Less than two weeks after announcing the Bronzewing deal early in April 2009, Sanders had resigned, and while the reason or reasons for his sudden exit are unknown, it’s understood that it wasn’t to do with the Bronzewing acquisition per se.

A conclusion that can be drawn on his time at Navigator seems to be the suggestion that Sanders would be more than happy being involved in the development of an opportunity such as the one emerging at Lake Roe.

Three years later Breaker listed on the ASX (with the company named, for what it’s worth, after the controversial Harry “Breaker” Morant, the Australian drover, horseman, bush poet and military officer who was convicted of war crimes in the Boer War – wrongfully according to some – and executed in South Africa by firing squad in 1902).

Meanwhile Sanders’ exit from Navigator saw him dodge a bullet of sorts given just a few days short of the fourth anniversary of the announcement of the Bronzewing deal, Navigator appointed administrators.

Aside from Sanders, the register at Breaker is described as relatively open, with institutional presence on the register said to be light.

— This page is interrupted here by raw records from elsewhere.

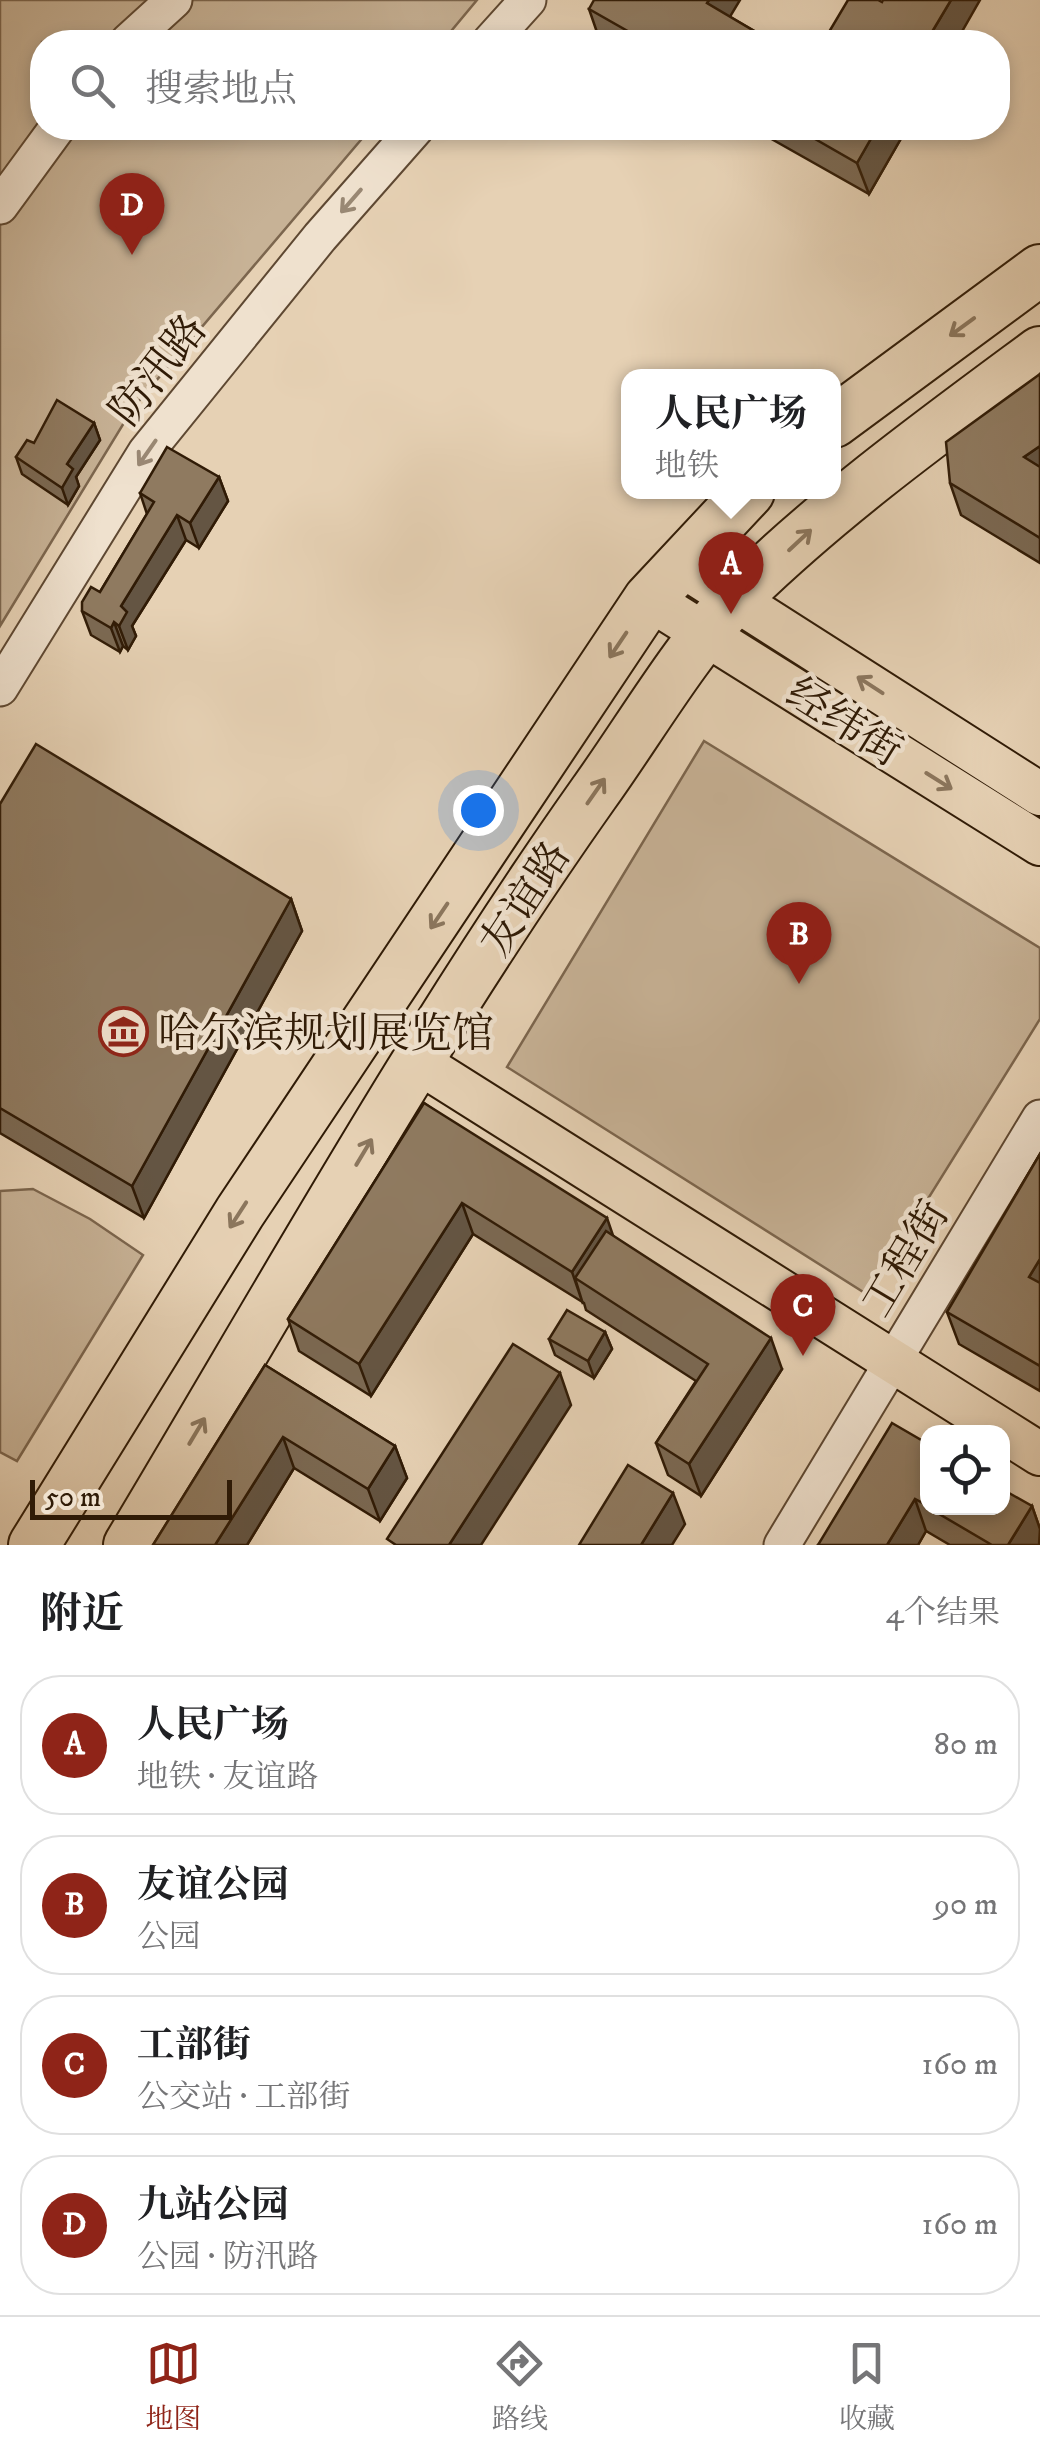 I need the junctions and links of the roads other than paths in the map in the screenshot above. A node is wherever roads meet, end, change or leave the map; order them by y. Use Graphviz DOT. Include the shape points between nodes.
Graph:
graph roads {
  1 [pos="174,0"];
  2 [pos="528,0"];
  3 [pos="141,30"];
  4 [pos="501,30"];
  5 [pos="49,140"];
  6 [pos="405,140"];
  7 [pos="0,206"];
  8 [pos="1040,270"];
  9 [pos="1040,352"];
  10 [pos="841,417"];
  11 [pos="742,499"];
  12 [pos="664,581"];
  13 [pos="721,617"];
  14 [pos="0,688"];
  15 [pos="1040,794"];
  16 [pos="1040,844"];
  17 [pos="418,1062"];
  18 [pos="1040,1118"];
  19 [pos="896,1360"];
  20 [pos="1040,1454"];
  21 [pos="34,1545"];
  22 [pos="129,1545"];
  23 [pos="782,1545"];
  1 -- 3 [label="street"];
  2 -- 4 [label="street"];
  5 -- 7 [label="street"];
  6 -- 14 [label="street, 防汛路, one-way" via="146,452"];
  8 -- 10 [label="highway, one-way"];
  13 -- 9 [label="highway, 友谊路, one-way" via="846,498"];
  11 -- 12 [label="highway, 友谊路"];
  12 -- 13 [label="main road, 经纬街"];
  12 -- 21 [label="highway, 友谊路, one-way" via="240,1212"];
  15 -- 13 [label="main road, 经纬街, one-way"];
  13 -- 16 [label="main road, 经纬街, one-way"];
  17 -- 13 [label="highway, 友谊路, one-way" via="547,860"];
  17 -- 19 [label="main road"];
  22 -- 17 [label="highway, 友谊路, one-way"];
  18 -- 19 [label="street, 工程街"];
  19 -- 20 [label="main road"];
  19 -- 23 [label="street, 工程街"];
} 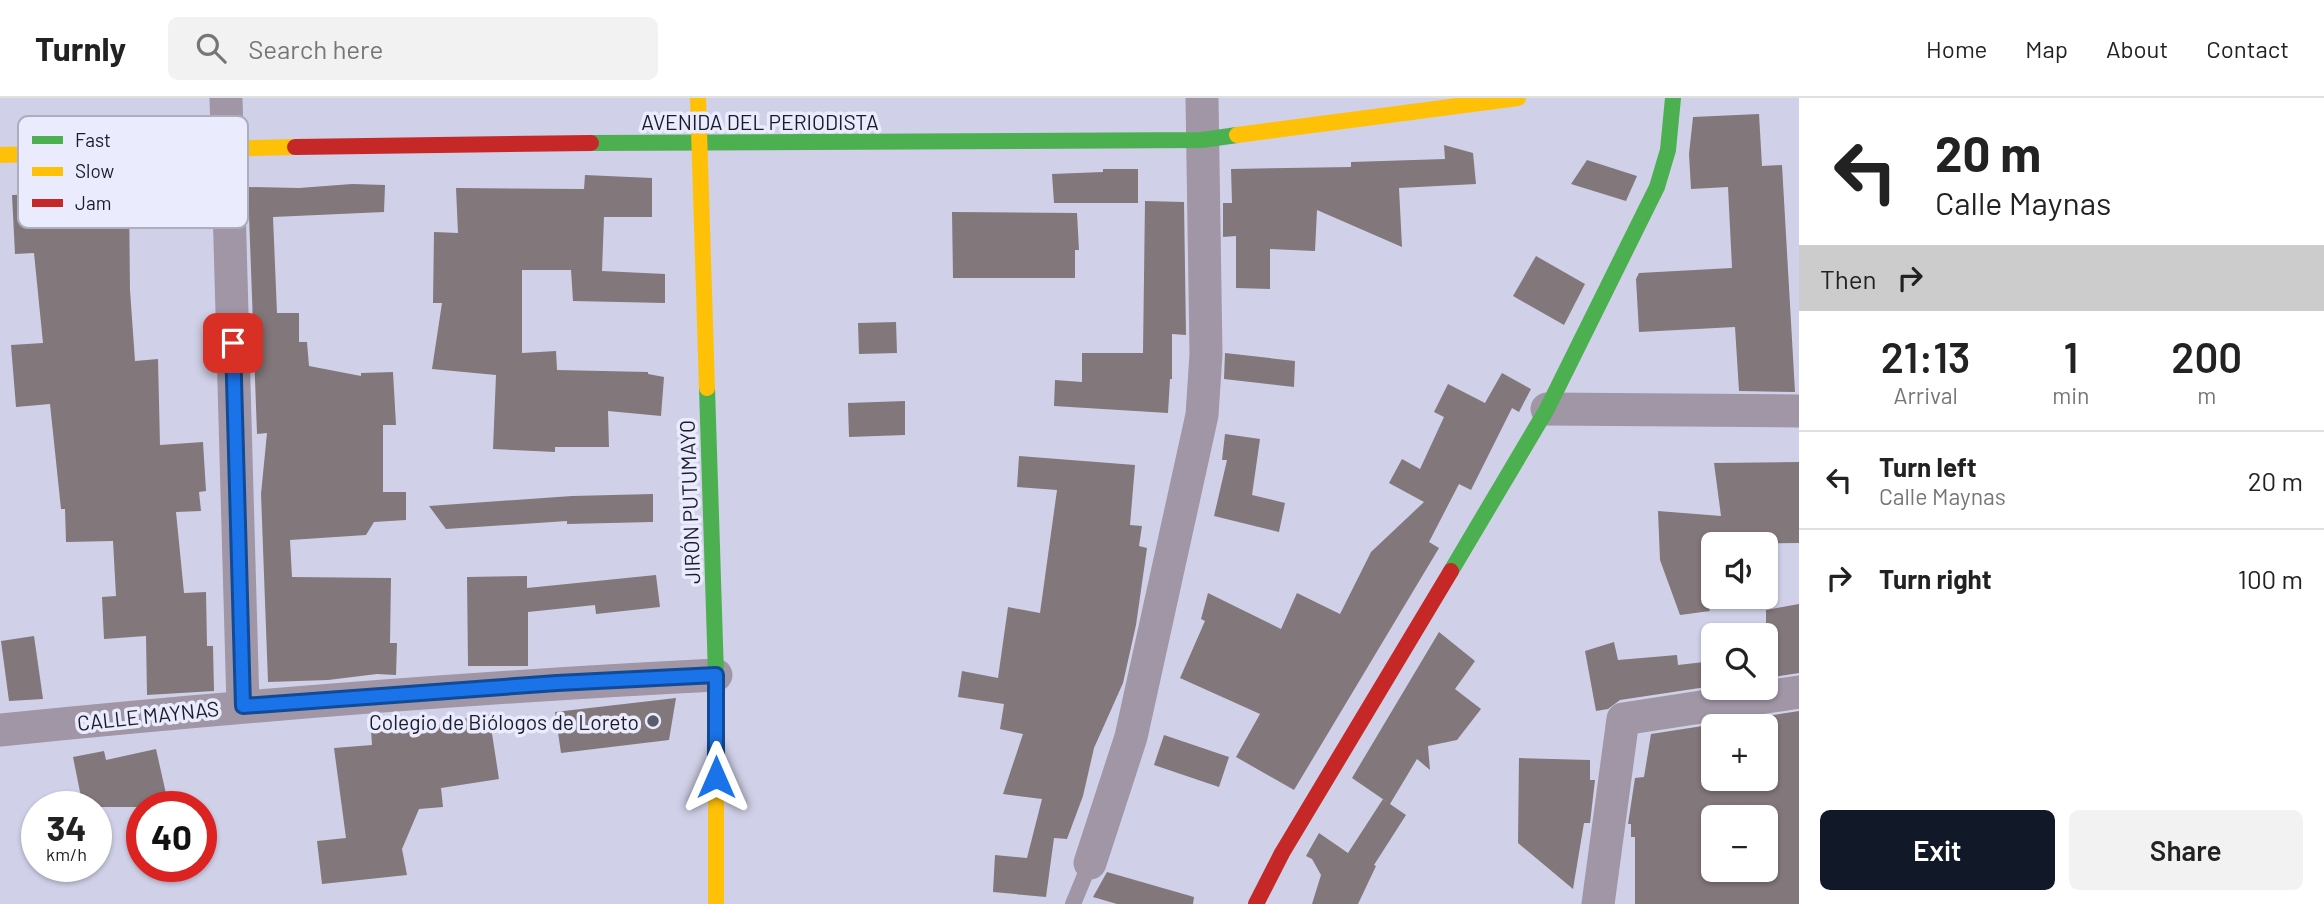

The Bell Potter report cited CQS (New City Resources) and Gold 2000, both specialist resource sector funds as being shareholders (though below substantial holdings), while Sander’s 16% stake is significant for obvious reasons.

The bottom line is Sanders looks to have positioned his company very soundly indeed.

Any third party bid would likely have to be particularly sharply priced to succeed.

As Bell Potter’s Coates puts it, “we see the potential for stiff competition to own (Lake Roe)”.